NumPy - Random Exponential Distribution

The exponential distribution describes the time between events in a process where events occur continuously and independently at a constant average rate. In NumPy, you generate exponentially...

Key Insights

  • The exponential distribution models time between events in a Poisson process, making it essential for simulating system failures, service times, and radioactive decay with NumPy’s random.exponential() function
  • Understanding the relationship between the scale parameter (β) and rate parameter (λ) is critical: β = 1/λ, where larger β values produce longer wait times between events
  • Real-world applications require combining exponential distributions with statistical analysis, visualization, and integration into Monte Carlo simulations for reliability engineering and queueing theory

Understanding the Exponential Distribution

The exponential distribution describes the time between events in a process where events occur continuously and independently at a constant average rate. In NumPy, you generate exponentially distributed random numbers using numpy.random.exponential(), which takes a scale parameter β (beta).

import numpy as np
import matplotlib.pyplot as plt

# Generate 1000 samples with scale parameter β = 2.0
samples = np.random.exponential(scale=2.0, size=1000)

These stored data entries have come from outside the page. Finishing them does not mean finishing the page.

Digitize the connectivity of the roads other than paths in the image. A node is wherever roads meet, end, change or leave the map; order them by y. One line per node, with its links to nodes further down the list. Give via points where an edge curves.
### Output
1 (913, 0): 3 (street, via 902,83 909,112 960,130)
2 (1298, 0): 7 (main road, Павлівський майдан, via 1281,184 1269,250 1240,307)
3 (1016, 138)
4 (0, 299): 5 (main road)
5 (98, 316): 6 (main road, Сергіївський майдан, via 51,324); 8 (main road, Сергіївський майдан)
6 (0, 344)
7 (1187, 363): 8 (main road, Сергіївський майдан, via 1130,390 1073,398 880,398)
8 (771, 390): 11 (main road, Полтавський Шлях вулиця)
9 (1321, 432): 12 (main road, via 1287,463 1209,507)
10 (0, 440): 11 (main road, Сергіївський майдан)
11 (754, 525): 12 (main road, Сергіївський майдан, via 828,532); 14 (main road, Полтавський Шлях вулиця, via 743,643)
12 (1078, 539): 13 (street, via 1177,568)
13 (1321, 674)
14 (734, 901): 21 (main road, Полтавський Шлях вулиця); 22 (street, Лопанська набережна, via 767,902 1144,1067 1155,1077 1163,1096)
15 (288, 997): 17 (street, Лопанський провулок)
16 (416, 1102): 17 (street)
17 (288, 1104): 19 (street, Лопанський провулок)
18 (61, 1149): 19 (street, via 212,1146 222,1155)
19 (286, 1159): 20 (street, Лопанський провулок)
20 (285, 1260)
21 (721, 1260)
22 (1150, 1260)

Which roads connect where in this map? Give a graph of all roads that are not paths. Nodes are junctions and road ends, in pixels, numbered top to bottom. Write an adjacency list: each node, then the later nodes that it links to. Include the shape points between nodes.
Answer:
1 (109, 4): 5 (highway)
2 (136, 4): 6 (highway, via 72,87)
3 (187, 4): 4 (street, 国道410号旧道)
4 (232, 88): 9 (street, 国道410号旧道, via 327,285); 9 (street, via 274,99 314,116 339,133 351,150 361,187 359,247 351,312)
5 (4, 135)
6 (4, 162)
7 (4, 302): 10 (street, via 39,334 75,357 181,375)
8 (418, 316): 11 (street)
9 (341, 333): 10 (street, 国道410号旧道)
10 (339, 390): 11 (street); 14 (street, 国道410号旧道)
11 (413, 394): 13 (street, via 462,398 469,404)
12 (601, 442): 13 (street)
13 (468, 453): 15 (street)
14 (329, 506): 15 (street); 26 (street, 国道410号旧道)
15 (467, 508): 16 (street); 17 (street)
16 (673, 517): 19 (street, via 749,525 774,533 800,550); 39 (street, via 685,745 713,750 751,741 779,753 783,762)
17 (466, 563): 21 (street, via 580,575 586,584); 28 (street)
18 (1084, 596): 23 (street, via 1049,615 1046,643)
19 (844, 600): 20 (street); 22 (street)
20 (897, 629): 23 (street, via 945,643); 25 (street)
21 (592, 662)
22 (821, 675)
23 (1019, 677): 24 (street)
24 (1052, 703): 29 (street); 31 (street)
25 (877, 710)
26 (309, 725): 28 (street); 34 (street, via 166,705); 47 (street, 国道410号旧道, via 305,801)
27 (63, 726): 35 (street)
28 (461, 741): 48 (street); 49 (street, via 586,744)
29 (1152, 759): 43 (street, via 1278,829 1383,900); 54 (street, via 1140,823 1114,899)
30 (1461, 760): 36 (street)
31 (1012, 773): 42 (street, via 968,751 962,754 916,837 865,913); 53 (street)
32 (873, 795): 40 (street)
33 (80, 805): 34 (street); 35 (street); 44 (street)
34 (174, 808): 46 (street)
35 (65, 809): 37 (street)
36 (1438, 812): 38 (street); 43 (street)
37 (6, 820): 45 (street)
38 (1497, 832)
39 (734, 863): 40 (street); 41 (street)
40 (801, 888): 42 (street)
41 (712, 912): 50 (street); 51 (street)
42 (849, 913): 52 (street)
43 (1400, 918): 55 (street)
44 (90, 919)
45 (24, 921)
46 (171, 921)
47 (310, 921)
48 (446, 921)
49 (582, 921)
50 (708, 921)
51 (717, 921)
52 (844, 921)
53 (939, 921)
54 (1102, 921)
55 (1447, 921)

print(f"Mean: {np.mean(samples):.2f}")
print(f"Standard deviation: {np.std(samples):.2f}")
print(f"Min: {np.min(samples):.2f}, Max: {np.max(samples):.2f}")

The scale parameter β represents the mean of the distribution. For an exponential distribution, the mean equals the standard deviation, both equal to β. This is a defining characteristic you can verify empirically with large sample sizes.

Scale vs Rate Parameter

Many statistical texts use the rate parameter λ (lambda) instead of scale. The relationship is inverse: β = 1/λ. If events occur at a rate of 5 per hour (λ = 5), the average time between events is 0.2 hours (β = 0.2).

# Simulating server requests
# Average 10 requests per minute (λ = 10)
rate = 10
scale = 1 / rate

# Generate inter-arrival times for 100 requests
inter_arrival_times = np.random.exponential(scale=scale, size=100)

# Calculate actual arrival times
arrival_times = np.cumsum(inter_arrival_times)

print(f"First 10 arrival times (minutes): {arrival_times[:10]}")
print(f"Average requests per minute: {1/np.mean(inter_arrival_times):.2f}")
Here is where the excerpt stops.